Another use for it might be to allow you to search long structured text for particular things, like search an HTML document for all <B> tags and yield those as a table, which could be useful for things like CMS systems.
Real programmers use butterflies
|
|
|
|
|
Do. Not. Do. String manipulation. In. SQL.
Having to do so is a sign that you have done something wrong upstream.
You know this.
|
|
|
|
|
There's a very legitimate use case for it when you want to validate denormalized string fields like phone numbers if they're not stored numerically just as an example - in practice databases are messy in the real world often with fields that are denormalized lists of ints, json data, xml, etc.
Doing string manipulation in a database function or stored procedure allows you to reject data that comes in in an invalid format before it gets into the database.
Particularly these days, it's popular to store denormalized JSON in the database, for better or worse.
With Norm and Reggie, you can target parsing code to SQL that will allow you to validate or normalize your string data at the database level.
The reason is not for performance, but for security and data integrity. You wouldn't want to run something like this as part of a query. You primarily use it on data update where performance can be less of an issue depending on the scenario.
Real programmers use butterflies
|
|
|
|
|
But you should do that up-front, before it hits the database. Or, more likely, when populating a landing/staging table. With what I'm doing now (mostly ETL), we land the data and then go through doing stuff like that, making IP addresses binary, splitting FQDNs into their parts, checking dates, etc.

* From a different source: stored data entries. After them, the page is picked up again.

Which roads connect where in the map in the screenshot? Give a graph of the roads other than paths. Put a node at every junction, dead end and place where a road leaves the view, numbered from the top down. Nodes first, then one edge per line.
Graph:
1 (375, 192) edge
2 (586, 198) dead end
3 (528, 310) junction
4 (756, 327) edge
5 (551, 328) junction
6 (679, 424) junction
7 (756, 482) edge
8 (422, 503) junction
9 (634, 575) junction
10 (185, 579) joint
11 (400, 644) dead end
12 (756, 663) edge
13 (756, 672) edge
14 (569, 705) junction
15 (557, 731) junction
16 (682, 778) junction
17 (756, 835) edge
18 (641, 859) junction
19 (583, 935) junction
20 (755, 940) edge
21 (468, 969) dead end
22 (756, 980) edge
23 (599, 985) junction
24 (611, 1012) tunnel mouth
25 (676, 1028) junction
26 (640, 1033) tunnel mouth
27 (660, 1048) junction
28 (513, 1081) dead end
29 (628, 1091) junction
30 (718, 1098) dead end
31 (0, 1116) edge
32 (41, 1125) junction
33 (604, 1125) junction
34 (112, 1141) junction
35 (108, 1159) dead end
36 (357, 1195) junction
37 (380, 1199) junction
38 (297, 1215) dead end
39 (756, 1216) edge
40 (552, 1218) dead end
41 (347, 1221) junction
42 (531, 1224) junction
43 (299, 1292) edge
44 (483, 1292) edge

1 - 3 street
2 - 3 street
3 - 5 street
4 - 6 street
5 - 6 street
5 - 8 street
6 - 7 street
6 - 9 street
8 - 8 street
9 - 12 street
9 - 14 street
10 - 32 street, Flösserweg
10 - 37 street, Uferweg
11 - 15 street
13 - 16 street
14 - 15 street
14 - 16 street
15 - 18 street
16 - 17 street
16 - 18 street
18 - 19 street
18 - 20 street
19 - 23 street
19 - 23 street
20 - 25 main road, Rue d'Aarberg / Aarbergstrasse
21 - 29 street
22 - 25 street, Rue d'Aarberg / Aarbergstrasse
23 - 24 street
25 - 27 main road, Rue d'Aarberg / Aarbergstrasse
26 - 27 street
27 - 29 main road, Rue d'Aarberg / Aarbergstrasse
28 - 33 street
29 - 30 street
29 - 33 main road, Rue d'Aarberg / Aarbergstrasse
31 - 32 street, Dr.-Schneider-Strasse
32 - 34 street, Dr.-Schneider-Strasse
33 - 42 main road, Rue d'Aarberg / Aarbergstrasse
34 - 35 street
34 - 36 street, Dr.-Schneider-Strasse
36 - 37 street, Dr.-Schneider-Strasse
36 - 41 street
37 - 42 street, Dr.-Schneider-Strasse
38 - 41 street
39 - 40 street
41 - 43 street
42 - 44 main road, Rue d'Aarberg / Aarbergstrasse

One of the things I challenge you to do in SQL is take big-endian DNS names and reformat them as little-endian FQDNs. Examples:
.com.acme.southwest.anvils -- anvils.southwest.acme.com.
.com.widgetco.sales -- sales.widgetco.com.
This is something I need to do and I use a CLR function to do it. It's more complex than these examples.
(This is not a programming question.)
|
|
|
|
|
Of course you "should" - there are a lot of things that people "should" and "shouldn't" do that don't actually happen the way they "should" in the real world.
The result is almost always a database that accepts denormalized data for some of its content.
Over a long enough timeline / large enough project this is an inevitability.
That means in an enterprise sized application of any significant age, you're dealing with denormalized data.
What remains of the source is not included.